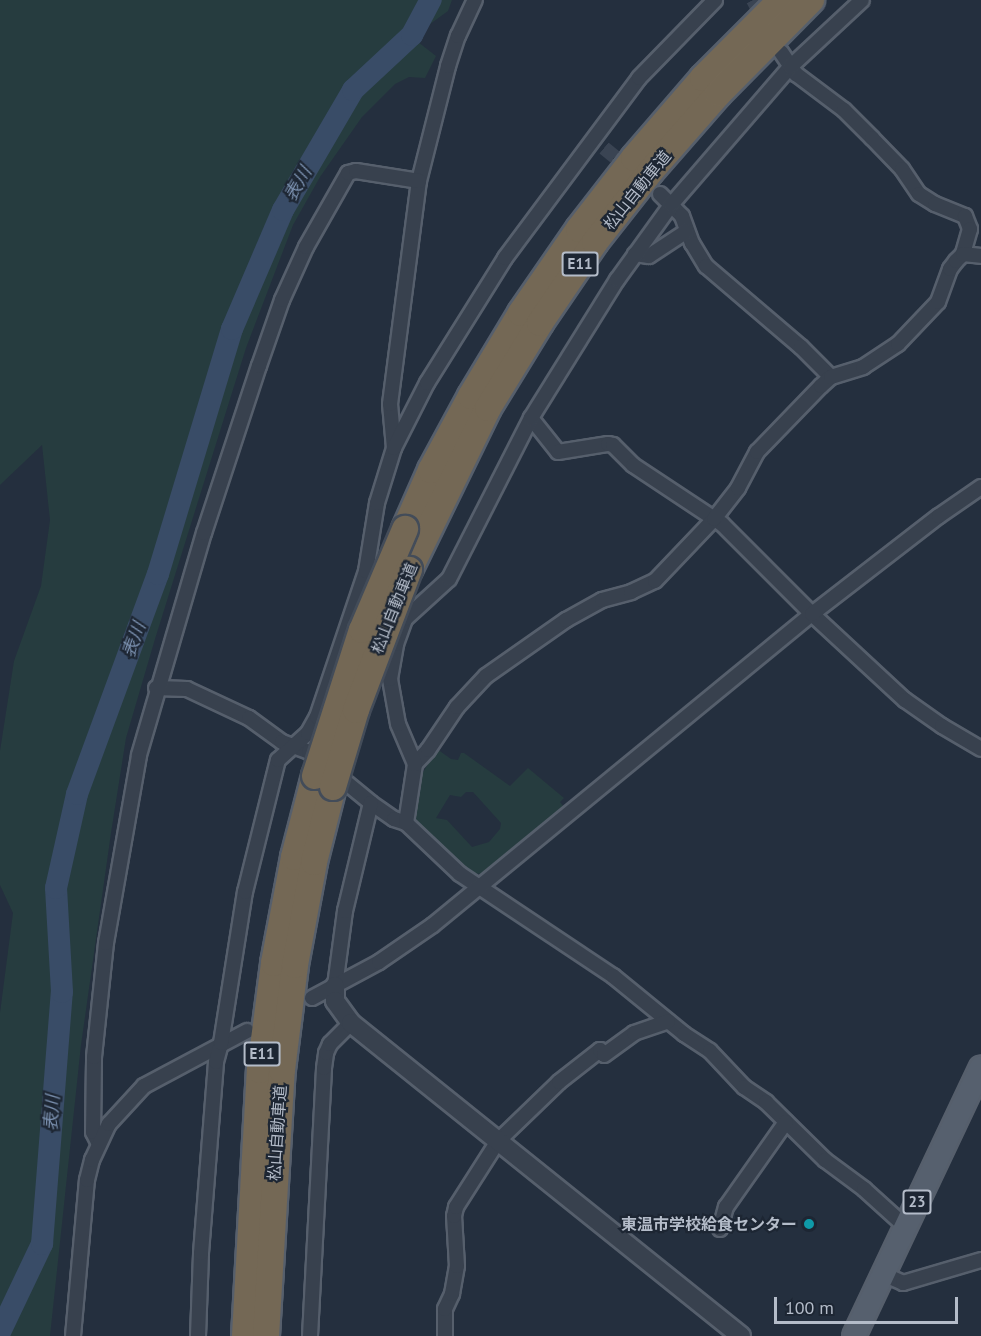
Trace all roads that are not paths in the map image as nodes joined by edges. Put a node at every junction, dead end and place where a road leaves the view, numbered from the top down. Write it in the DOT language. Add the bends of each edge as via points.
graph roads {
  1 [pos="475,0"];
  2 [pos="715,0"];
  3 [pos="781,0"];
  4 [pos="811,0"];
  5 [pos="862,0"];
  6 [pos="781,52"];
  7 [pos="790,67"];
  8 [pos="419,182"];
  9 [pos="660,194"];
  10 [pos="671,205"];
  11 [pos="687,231"];
  12 [pos="635,254"];
  13 [pos="963,254"];
  14 [pos="981,256"];
  15 [pos="831,377"];
  16 [pos="531,418"];
  17 [pos="394,448"];
  18 [pos="981,487"];
  19 [pos="714,519"];
  20 [pos="366,571"];
  21 [pos="812,614"];
  22 [pos="405,619"];
  23 [pos="156,688"];
  24 [pos="295,746"];
  25 [pos="981,749"];
  26 [pos="415,764"];
  27 [pos="324,782"];
  28 [pos="371,803"];
  29 [pos="406,823"];
  30 [pos="480,888"];
  31 [pos="335,986"];
  32 [pos="312,998"];
  33 [pos="668,1021"];
  34 [pos="351,1023"];
  35 [pos="247,1030"];
  36 [pos="221,1043"];
  37 [pos="981,1067"];
  38 [pos="786,1122"];
  39 [pos="498,1141"];
  40 [pos="99,1144"];
  41 [pos="906,1227"];
  42 [pos="720,1229"];
  43 [pos="981,1260"];
  44 [pos="883,1275"];
  45 [pos="73,1336"];
  46 [pos="198,1336"];
  47 [pos="244,1336"];
  48 [pos="266,1336"];
  49 [pos="310,1336"];
  50 [pos="445,1336"];
  51 [pos="741,1336"];
  52 [pos="854,1336"];
  1 -- 8 [label="street" via="448,66"];
  2 -- 17 [label="street" via="639,78 598,144 505,258 427,383"];
  3 -- 27 [label="highway, 松山自動車道 / E11, bridge" via="703,78 634,158 521,313 471,396 431,470 362,630"];
  4 -- 27 [label="highway, 松山自動車道 / E11, bridge" via="719,93 650,172 595,242 540,323 488,408 409,570"];
  5 -- 7 [label="street"];
  6 -- 7 [label="street"];
  7 -- 10 [label="street"];
  7 -- 13 [label="street" via="851,117 902,169 919,194 965,216 970,229"];
  8 -- 17 [label="street" via="390,404"];
  8 -- 23 [label="street" via="348,173 306,247 259,366"];
  9 -- 10 [label="street"];
  10 -- 11 [label="street" via="682,216"];
  10 -- 12 [label="street"];
  11 -- 12 [label="street" via="649,256"];
  11 -- 15 [label="street" via="697,253 718,278"];
  12 -- 16 [label="street"];
  13 -- 14 [label="street"];
  13 -- 15 [label="street" via="950,269 938,302 898,344 863,367"];
  15 -- 19 [label="street" via="757,452 738,488"];
  16 -- 19 [label="street" via="558,452 609,444 633,465"];
  16 -- 22 [label="street" via="449,579"];
  17 -- 20 [label="street" via="377,503"];
  18 -- 21 [label="street"];
  19 -- 21 [label="street"];
  19 -- 26 [label="street" via="655,581 593,605 486,676 457,707"];
  20 -- 22 [label="street"];
  20 -- 24 [label="street" via="317,717"];
  21 -- 25 [label="street" via="905,700"];
  21 -- 30 [label="street"];
  22 -- 26 [label="street" via="390,679 398,724"];
  23 -- 24 [label="street" via="187,689"];
  23 -- 40 [label="street" via="139,755 106,943 94,1057 93,1132"];
  24 -- 28 [label="street" via="309,752"];
  24 -- 36 [label="street" via="283,753 274,770 244,892"];
  26 -- 29 [label="street"];
  27 -- 47 [label="highway, 松山自動車道 / E11" via="294,857 276,951 260,1070"];
  27 -- 48 [label="highway, 松山自動車道 / E11" via="283,1059"];
  28 -- 29 [label="street"];
  28 -- 31 [label="street" via="345,911"];
  29 -- 30 [label="street"];
  30 -- 31 [label="street" via="404,946"];
  30 -- 33 [label="street" via="613,976"];
  31 -- 32 [label="street"];
  31 -- 34 [label="street" via="335,1001"];
  33 -- 38 [label="street" via="710,1051 744,1087 766,1101"];
  33 -- 39 [label="street" via="634,1034 604,1055 600,1050"];
  34 -- 39 [label="street"];
  34 -- 49 [label="street" via="330,1044 324,1068"];
  35 -- 36 [label="street"];
  36 -- 40 [label="street" via="144,1086 119,1110"];
  36 -- 46 [label="street" via="216,1062 201,1253"];
  37 -- 41 [label="main road, 23"];
  38 -- 41 [label="street"];
  38 -- 42 [label="street" via="726,1207"];
  39 -- 50 [label="street" via="456,1208 457,1266 453,1294 446,1309"];
  39 -- 51 [label="street"];
  40 -- 45 [label="street" via="87,1180"];
  41 -- 44 [label="main road, 23"];
  43 -- 44 [label="street" via="903,1283"];
  44 -- 52 [label="main road, 23"];
}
· · · ·
Your goal:
Scan the data for lines containing "roads" and copy all of them.

Problem solution:
Trace all roads that are not paths in the map image as nodes joined by edges. Put a node at every junction, dead end and place where a road leaves the view, numbered from the top down. Write it in the DOT language. Add the bends of each edge as via points.
graph roads {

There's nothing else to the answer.